Binary search is pretty good, but I found myself wondering one day while doing Advent of Code if we could do better by not splitting the search space in the middle, but biasing our split by assuming the data is distributed linearly. After all, if you look in a dictionary for “binary” you don’t start by opening it to “M”.

This is interpolation search, it’s like binary search, but different:

def interpolation_search(haystack, needle):
    lo = 0
    hi = len(haystack) - 1
    found = None
    iterations = 0
    while lo <= hi and found is None:
        iterations += 1
        if needle < haystack[lo] or needle > haystack[hi]:
            # a new special case
            break
        elif haystack[lo] == haystack[hi]:
            # a new special case
            if needle == haystack[lo]:
                found = lo
            else:
                break
        else:
            # a more complex calculation
            mid = lo + int((((hi - lo) / (haystack[hi] - haystack[lo])) * (needle - haystack[lo])))
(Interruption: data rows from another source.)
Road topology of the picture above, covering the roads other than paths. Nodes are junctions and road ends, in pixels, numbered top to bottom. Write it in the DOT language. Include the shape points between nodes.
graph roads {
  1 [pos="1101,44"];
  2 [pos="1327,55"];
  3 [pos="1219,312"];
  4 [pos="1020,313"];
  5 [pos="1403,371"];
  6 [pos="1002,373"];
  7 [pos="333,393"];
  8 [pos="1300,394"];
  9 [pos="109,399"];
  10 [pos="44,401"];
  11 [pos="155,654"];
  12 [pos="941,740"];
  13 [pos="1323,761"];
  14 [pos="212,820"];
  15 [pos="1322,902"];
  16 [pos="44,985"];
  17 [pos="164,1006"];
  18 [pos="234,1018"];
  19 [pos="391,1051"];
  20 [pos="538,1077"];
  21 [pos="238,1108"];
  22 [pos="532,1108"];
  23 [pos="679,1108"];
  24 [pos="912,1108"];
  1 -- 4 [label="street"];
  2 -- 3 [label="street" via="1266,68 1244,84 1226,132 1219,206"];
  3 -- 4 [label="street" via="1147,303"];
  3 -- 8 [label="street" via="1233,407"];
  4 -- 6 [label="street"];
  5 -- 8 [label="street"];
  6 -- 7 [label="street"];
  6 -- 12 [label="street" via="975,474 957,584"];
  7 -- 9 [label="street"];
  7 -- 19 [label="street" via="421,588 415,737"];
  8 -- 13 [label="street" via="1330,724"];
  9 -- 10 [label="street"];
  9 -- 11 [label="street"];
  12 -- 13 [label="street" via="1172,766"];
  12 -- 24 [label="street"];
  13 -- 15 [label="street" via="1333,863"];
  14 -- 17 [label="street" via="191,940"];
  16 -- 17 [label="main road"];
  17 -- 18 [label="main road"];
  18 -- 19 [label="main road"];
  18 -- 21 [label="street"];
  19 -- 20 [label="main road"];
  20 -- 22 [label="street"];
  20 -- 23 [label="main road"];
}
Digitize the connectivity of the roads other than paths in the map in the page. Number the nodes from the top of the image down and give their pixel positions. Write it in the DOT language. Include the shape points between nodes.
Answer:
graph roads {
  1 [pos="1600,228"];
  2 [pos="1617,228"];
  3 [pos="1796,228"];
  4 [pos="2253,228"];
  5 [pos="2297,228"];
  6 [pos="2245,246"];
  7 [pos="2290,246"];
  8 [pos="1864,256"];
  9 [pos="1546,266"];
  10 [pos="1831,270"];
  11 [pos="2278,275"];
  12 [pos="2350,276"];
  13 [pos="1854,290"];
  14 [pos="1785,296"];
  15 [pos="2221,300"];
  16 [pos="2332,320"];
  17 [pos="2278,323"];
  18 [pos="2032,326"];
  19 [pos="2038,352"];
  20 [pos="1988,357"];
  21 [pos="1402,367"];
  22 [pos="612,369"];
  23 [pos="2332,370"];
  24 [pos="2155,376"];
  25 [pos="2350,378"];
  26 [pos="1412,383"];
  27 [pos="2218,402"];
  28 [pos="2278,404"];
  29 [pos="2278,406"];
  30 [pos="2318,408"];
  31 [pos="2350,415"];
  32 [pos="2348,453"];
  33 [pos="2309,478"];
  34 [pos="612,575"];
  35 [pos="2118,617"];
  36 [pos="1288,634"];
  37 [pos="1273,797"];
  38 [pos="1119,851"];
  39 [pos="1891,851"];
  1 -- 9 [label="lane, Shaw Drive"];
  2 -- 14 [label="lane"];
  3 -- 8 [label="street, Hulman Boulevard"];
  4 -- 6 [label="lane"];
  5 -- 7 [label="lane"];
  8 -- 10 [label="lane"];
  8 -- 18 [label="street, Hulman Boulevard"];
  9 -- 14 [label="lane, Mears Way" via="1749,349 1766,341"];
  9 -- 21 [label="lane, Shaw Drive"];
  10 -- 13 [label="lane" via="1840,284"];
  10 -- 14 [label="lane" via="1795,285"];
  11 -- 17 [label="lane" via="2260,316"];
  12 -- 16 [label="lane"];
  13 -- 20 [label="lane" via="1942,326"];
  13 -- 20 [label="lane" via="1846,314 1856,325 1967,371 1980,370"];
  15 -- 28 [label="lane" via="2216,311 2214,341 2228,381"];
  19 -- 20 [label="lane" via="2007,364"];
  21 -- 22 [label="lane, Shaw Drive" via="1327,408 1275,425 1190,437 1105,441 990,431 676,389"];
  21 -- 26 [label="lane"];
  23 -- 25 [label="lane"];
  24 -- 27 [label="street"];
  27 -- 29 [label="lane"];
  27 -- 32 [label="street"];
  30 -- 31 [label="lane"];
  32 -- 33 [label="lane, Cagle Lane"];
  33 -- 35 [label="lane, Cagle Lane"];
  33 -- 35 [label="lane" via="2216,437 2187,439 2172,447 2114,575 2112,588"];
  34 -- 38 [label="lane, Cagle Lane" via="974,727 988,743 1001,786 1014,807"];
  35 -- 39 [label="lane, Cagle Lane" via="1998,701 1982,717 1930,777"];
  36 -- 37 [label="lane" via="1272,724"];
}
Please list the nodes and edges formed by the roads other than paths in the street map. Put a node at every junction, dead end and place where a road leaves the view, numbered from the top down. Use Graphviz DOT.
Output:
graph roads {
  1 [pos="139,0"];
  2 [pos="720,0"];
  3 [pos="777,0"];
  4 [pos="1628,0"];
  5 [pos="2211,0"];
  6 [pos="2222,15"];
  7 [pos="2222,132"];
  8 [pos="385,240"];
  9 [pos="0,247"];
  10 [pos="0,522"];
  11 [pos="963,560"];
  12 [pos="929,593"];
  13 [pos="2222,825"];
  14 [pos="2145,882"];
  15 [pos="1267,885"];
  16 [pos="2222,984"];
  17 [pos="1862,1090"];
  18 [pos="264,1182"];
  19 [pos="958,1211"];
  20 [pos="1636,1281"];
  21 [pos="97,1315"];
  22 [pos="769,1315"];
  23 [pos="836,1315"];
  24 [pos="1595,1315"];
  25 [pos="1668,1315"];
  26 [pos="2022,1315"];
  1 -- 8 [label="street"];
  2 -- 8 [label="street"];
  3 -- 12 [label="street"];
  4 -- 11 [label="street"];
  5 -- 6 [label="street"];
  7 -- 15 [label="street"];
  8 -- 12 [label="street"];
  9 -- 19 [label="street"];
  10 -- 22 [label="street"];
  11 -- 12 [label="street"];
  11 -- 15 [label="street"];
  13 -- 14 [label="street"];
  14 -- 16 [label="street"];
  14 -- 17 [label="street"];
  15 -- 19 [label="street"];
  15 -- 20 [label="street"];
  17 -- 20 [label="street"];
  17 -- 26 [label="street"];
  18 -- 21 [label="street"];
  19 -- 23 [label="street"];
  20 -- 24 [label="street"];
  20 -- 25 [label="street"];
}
            if haystack[mid] == needle:
                found = mid
            elif haystack[mid] > needle:
                hi = mid - 1
            else:
                lo = mid + 1

    return (found, iterations)

It’s a bit more complex, we’ve got two new special cases: one for if the needle is not in the haystack at all, and one for if all the elements in the haystack are equal. We’ve also got a more complex mid calculation, trying to figure out where in the haystack the needle will appear.

We can use Hypothesis to compare our two search functions against each other:

@given(
    haystack=lists(integers()),
    needle=integers()
)
def test_interpolation_equiv_binary(haystack, needle):
    haystack.sort()

    found_index_b, _ = binary_search(haystack, needle)
    found_index_i, _ = interpolation_search(haystack, needle)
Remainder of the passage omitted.